Please find the lines in the following records that hold "paths", and copy them.
(Beginning of Task data)
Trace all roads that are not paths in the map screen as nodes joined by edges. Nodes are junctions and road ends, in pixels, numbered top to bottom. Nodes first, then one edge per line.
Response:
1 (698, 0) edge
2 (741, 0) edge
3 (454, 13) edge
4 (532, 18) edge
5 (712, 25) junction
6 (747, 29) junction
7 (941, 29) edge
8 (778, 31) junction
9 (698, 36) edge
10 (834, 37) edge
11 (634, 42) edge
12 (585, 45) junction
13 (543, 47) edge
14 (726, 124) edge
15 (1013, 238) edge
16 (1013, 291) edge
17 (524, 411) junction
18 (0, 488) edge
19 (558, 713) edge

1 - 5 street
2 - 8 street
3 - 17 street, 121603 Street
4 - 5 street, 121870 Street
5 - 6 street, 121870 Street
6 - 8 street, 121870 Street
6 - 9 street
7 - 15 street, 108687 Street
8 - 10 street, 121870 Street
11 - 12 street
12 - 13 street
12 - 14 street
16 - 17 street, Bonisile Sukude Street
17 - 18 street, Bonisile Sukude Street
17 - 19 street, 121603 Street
(End of Task data)
(Beginning of Task data)
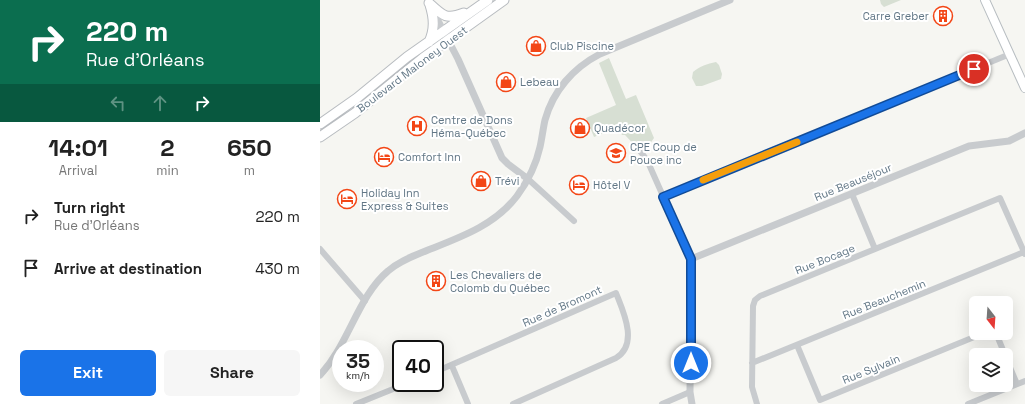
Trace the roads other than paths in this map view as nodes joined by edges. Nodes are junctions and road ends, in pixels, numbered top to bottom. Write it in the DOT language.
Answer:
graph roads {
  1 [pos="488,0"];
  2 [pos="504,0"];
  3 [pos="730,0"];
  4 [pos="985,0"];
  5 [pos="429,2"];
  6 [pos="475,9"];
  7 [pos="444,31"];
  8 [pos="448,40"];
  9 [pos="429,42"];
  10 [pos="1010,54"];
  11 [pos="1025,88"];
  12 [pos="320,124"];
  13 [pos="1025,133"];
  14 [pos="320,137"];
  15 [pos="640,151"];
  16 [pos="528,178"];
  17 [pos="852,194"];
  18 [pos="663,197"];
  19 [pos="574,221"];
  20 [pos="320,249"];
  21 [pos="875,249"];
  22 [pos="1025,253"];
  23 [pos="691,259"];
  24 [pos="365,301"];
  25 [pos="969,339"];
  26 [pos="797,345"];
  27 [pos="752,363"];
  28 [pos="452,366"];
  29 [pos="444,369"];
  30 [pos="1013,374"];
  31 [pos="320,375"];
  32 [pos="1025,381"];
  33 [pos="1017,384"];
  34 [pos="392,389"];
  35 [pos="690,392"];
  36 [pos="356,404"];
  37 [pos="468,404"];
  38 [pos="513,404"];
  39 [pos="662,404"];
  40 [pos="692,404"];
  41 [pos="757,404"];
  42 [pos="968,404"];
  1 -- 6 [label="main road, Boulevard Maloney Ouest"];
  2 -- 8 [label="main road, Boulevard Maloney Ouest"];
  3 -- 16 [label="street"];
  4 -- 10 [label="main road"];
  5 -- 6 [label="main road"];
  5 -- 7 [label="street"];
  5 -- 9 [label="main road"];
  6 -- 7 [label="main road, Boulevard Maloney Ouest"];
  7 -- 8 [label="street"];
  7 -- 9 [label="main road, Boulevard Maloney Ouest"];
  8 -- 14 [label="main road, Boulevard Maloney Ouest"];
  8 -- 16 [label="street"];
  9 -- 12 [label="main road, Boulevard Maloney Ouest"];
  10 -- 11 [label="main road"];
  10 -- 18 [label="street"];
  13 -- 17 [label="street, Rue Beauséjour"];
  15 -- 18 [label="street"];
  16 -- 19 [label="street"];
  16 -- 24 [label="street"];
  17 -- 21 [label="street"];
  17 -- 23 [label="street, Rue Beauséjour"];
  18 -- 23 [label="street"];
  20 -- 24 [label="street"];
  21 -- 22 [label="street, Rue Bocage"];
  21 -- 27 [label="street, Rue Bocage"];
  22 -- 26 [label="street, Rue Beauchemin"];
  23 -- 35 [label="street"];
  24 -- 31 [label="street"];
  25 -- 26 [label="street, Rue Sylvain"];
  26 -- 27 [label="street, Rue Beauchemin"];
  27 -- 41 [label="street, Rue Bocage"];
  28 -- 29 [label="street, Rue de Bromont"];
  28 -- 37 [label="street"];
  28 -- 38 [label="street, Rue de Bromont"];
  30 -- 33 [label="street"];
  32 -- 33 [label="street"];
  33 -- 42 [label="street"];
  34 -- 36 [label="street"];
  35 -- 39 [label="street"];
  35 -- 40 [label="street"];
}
(End of Task data)
__Answer__:
Trace all roads that are not paths in the map screen as nodes joined by edges. Nodes are junctions and road ends, in pixels, numbered top to bottom. Nodes first, then one edge per line.
Trace the roads other than paths in this map view as nodes joined by edges. Nodes are junctions and road ends, in pixels, numbered top to bottom. Write it in the DOT language.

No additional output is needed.